Kommentar von Vic Atanasov
„Nee, ich date nicht, nee, auch nicht single… ich lebe freundschaftszentriert.“ – würde ich gern darauf antworten, wie es so im Datingleben laufe. Wie erkläre ich das in einer Welt, die starre Kategorien liebt und von normabweichendem Leben irritiert ist? Es wird klar getrennt: Hier „nur“ die Freund*innenschaft – irgendwann nach der Jugend plötzlich eher unaufgeregt und ohne Verantwortlichkeiten. Da die Liebe – gern hetero, monogam, inklusive Sex und Romantik. Wer beides miteinander mischt und auch noch beansprucht, freundschaftszentriert zu leben – also Freund*innenschaften prioritär zu leben – gilt als unverständlich, defizitär, einsam, noch nicht angekommen.
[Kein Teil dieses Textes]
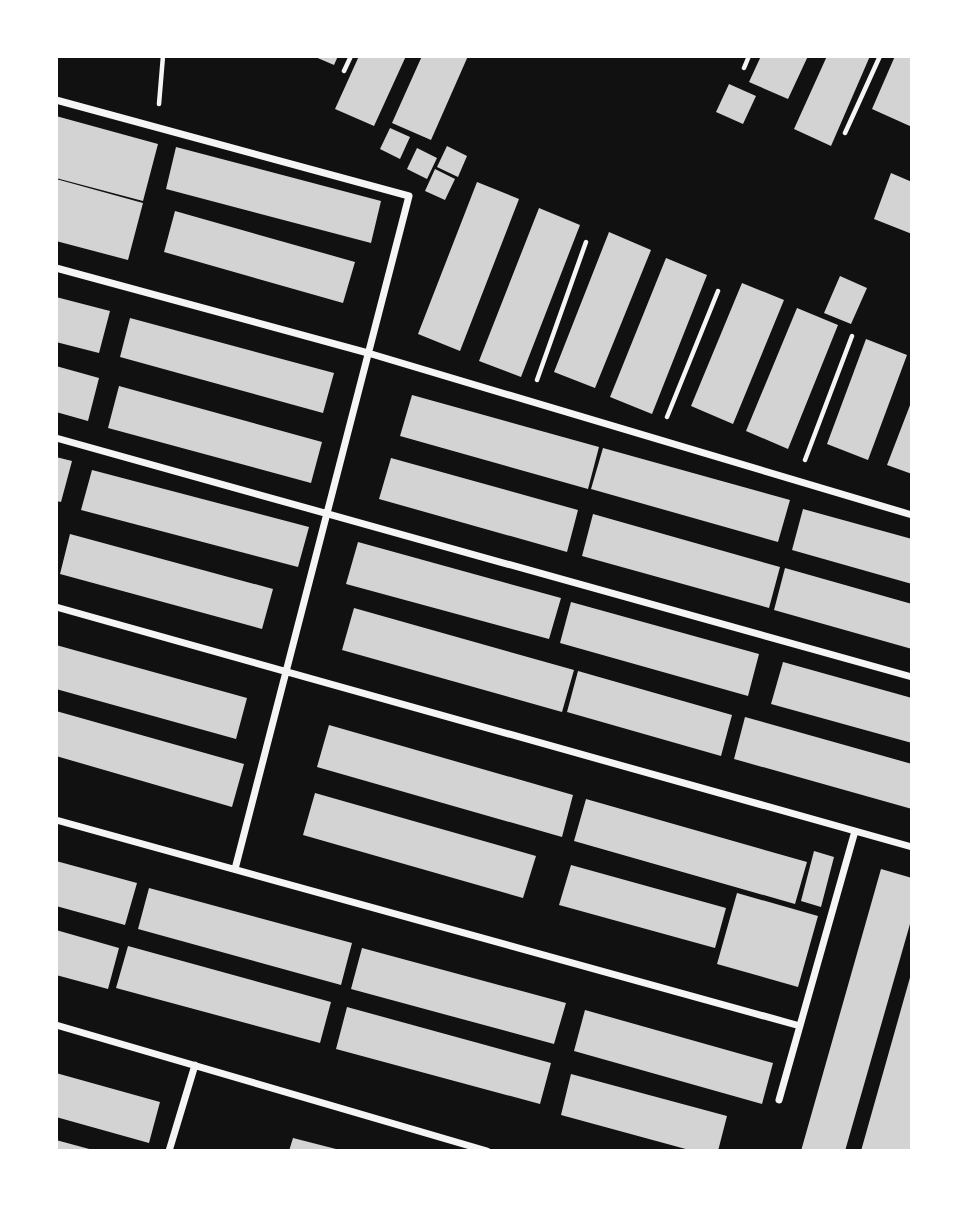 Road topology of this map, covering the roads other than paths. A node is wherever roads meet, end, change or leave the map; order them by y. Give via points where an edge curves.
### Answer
1 (56, 100) edge
2 (56, 268) edge
3 (368, 353) junction
4 (56, 439) edge
5 (326, 515) junction
6 (912, 515) edge
7 (56, 607) edge
8 (286, 671) junction
9 (912, 677) edge
10 (56, 820) edge
11 (855, 831) junction
12 (912, 847) edge
13 (235, 869) junction
14 (56, 1025) edge
15 (800, 1026) junction
16 (195, 1065) junction
17 (779, 1100) dead end
18 (169, 1151) edge
19 (487, 1151) edge

1 - 3 street via 409,196
2 - 3 street
3 - 5 street
3 - 6 street
4 - 5 street
5 - 8 street
5 - 9 street
7 - 8 street
8 - 11 street
8 - 13 street
10 - 13 street
11 - 12 street
11 - 15 street
13 - 15 street
14 - 16 street
15 - 17 street
16 - 18 street
16 - 19 street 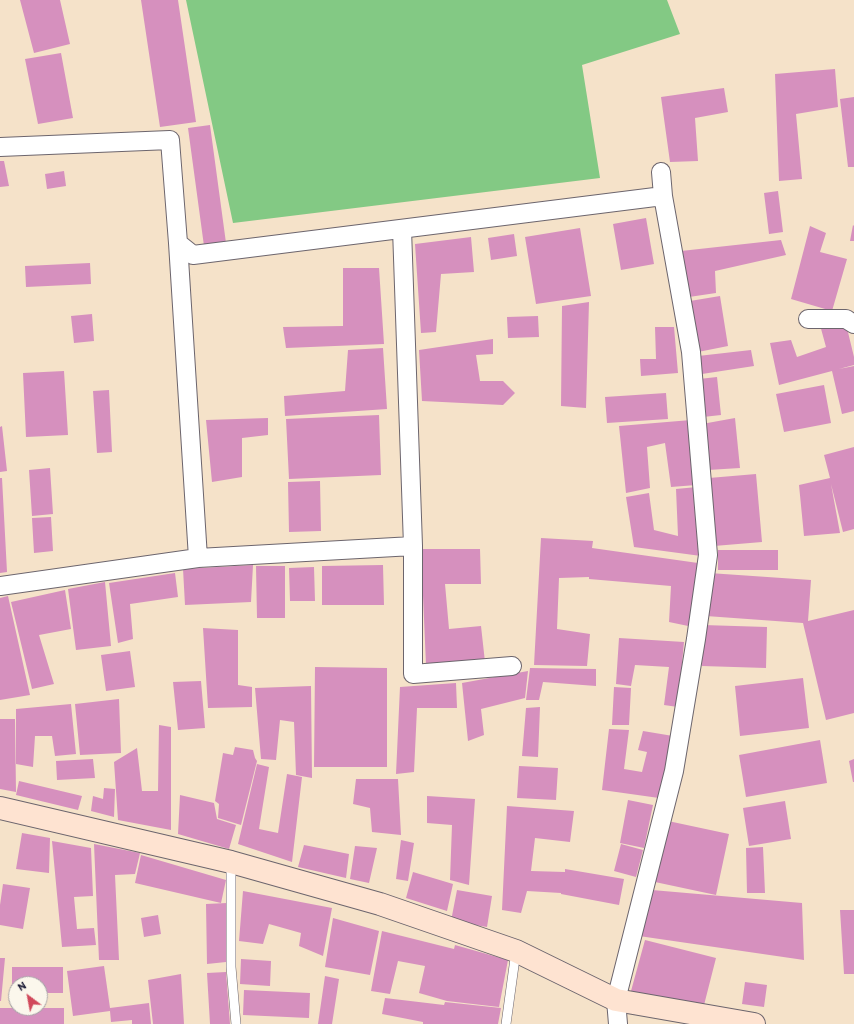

Wer keinen Zugang zur Community hat, für den kann es durchaus einsam werden: Vermeintliche Freund*innen und Nahpersonen entscheiden sich am Ende doch für ein*e Partner*innen und sind weg vom Fenster. Schmerz und Trauer über den Verlust von Freund*innenschaft ist kaum der Rede wert, selbstverständlich darf man keine Ansprüche stellen: wie etwa an der Beziehung zu arbeiten, Konflikte aufzuarbeiten oder eine gemeinsame Therapie zu starten.
Wer nicht den Weg zur Ehe findet und nur in Freund*innenschaften lebt, ist materielle benachteiligt: hohe Steuersätze und -abgaben für alles Mögliche, keine gemeinsame Wohnung bei Genossenschaften oder erzwungene WG-Situationen, keine Aufenhaltsrechte für Freund*innen, keine Auskunft, wenn die Nahperson im Krankenhaus liegt (ja, du brauchst eine schriftliche Vollmacht), keine gemeinsame Krankenversicherung, von „Witwen“-Renten mal ganz abgesehen. Die Liste geht endlos weiter.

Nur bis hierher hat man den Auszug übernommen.